WHAT IS NEEDED: Would you copy the lines below exactly and omit the images?

++++ INPUT DATA

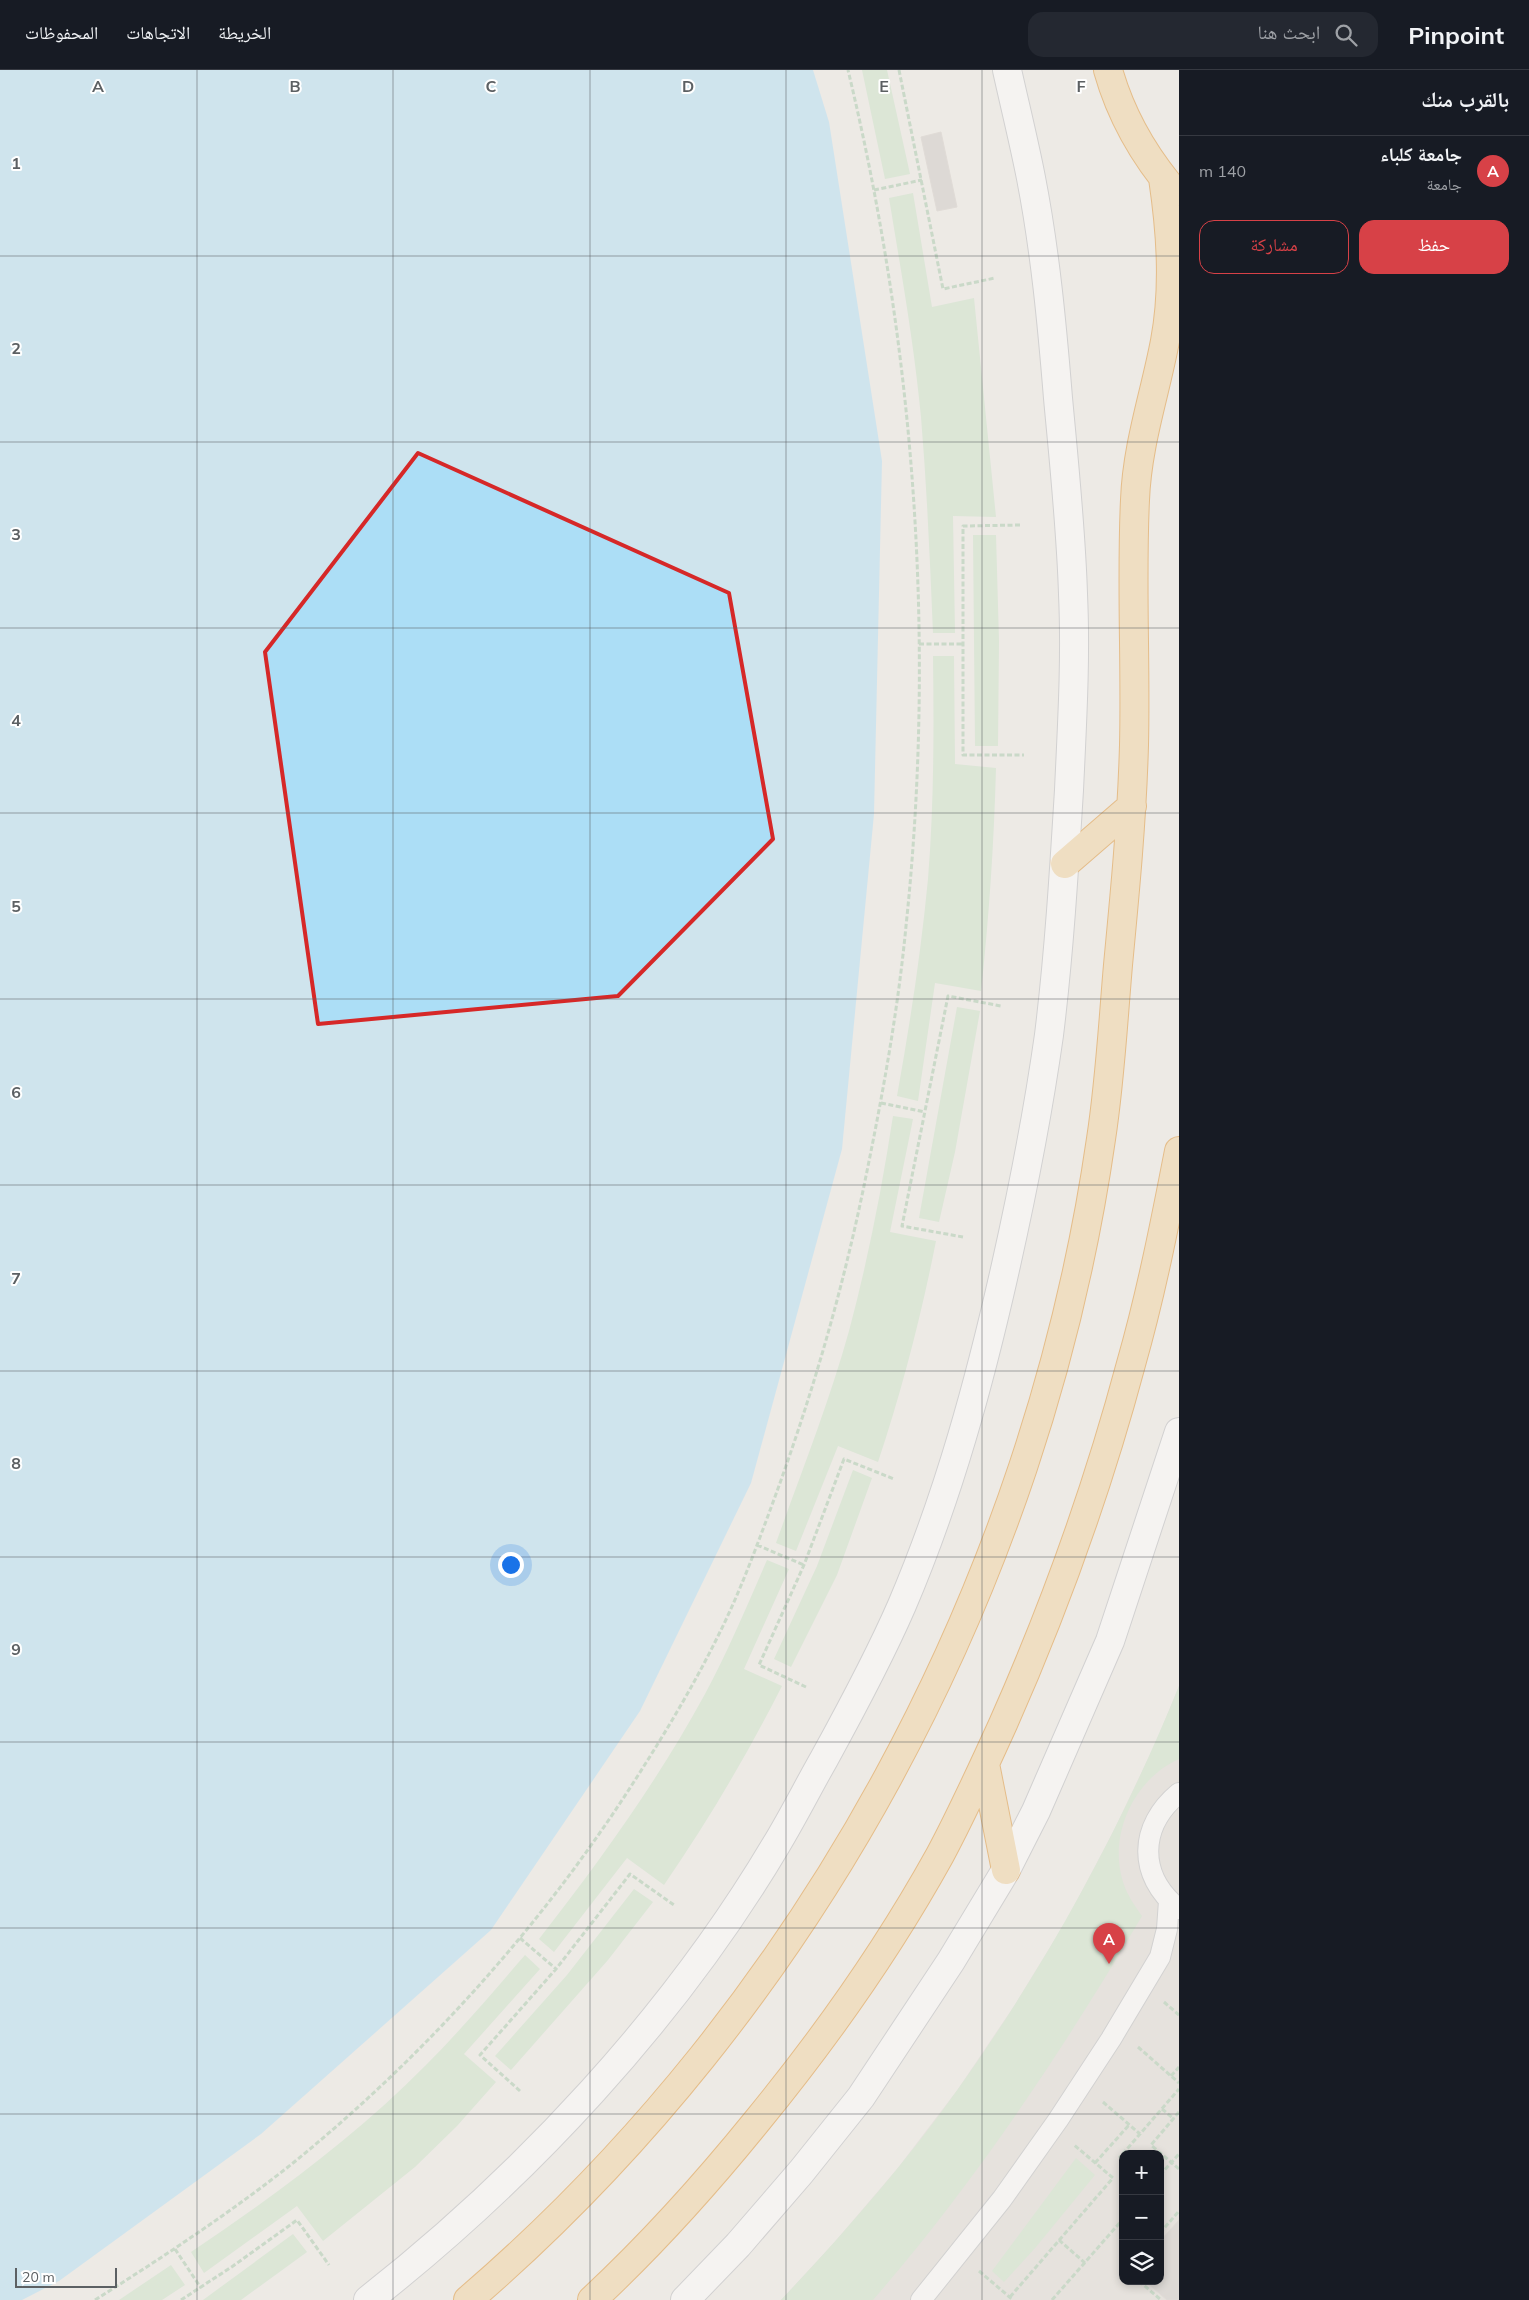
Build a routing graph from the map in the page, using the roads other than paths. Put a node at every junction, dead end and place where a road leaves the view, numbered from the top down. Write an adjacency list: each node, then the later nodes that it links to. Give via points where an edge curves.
1 (1007, 70): 5 (street, via 1032,181 1043,257 1074,596 1074,685)
2 (1108, 70): 3 (highway, via 1127,122 1143,151)
3 (1171, 188): 4 (highway, via 1170,296 1166,336 1140,448 1135,499)
4 (1132, 806): 5 (highway); 15 (highway, via 1112,1054 1086,1228 1067,1315 1018,1484 952,1648 872,1806 827,1881 731,2019 612,2161 550,2225)
5 (1065, 864): 14 (street, via 1058,951 1037,1113 993,1321 971,1408 936,1519 866,1683 775,1847 688,1973 641,2033 579,2105 514,2172 445,2236)
6 (1179, 1151): 8 (highway, via 1137,1343 1101,1468 1066,1572)
7 (1179, 1432): 10 (street, via 1110,1641 1036,1811)
8 (985, 1764): 10 (highway); 16 (highway, via 940,1854 842,2011 727,2158 666,2227)
9 (1179, 1793): 11 (lane, via 1156,1818 1148,1853 1158,1887)
10 (1006, 1870): 17 (street, via 861,2097 795,2180)
11 (1174, 1905): 13 (lane)
12 (1179, 1940): 13 (lane)
13 (1160, 1957): 18 (lane, via 1058,2120 1002,2199)
14 (368, 2300)
15 (468, 2300)
16 (592, 2300)
17 (685, 2300)
18 (921, 2300)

++++++++

WRITTEN RESPONSE:
Build a routing graph from the map in the page, using the roads other than paths. Put a node at every junction, dead end and place where a road leaves the view, numbered from the top down. Write an adjacency list: each node, then the later nodes that it links to. Give via points where an edge curves.
1 (1007, 70): 5 (street, via 1032,181 1043,257 1074,596 1074,685)
2 (1108, 70): 3 (highway, via 1127,122 1143,151)
3 (1171, 188): 4 (highway, via 1170,296 1166,336 1140,448 1135,499)
4 (1132, 806): 5 (highway); 15 (highway, via 1112,1054 1086,1228 1067,1315 1018,1484 952,1648 872,1806 827,1881 731,2019 612,2161 550,2225)
5 (1065, 864): 14 (street, via 1058,951 1037,1113 993,1321 971,1408 936,1519 866,1683 775,1847 688,1973 641,2033 579,2105 514,2172 445,2236)
6 (1179, 1151): 8 (highway, via 1137,1343 1101,1468 1066,1572)
7 (1179, 1432): 10 (street, via 1110,1641 1036,1811)
8 (985, 1764): 10 (highway); 16 (highway, via 940,1854 842,2011 727,2158 666,2227)
9 (1179, 1793): 11 (lane, via 1156,1818 1148,1853 1158,1887)
10 (1006, 1870): 17 (street, via 861,2097 795,2180)
11 (1174, 1905): 13 (lane)
12 (1179, 1940): 13 (lane)
13 (1160, 1957): 18 (lane, via 1058,2120 1002,2199)
14 (368, 2300)
15 (468, 2300)
16 (592, 2300)
17 (685, 2300)
18 (921, 2300)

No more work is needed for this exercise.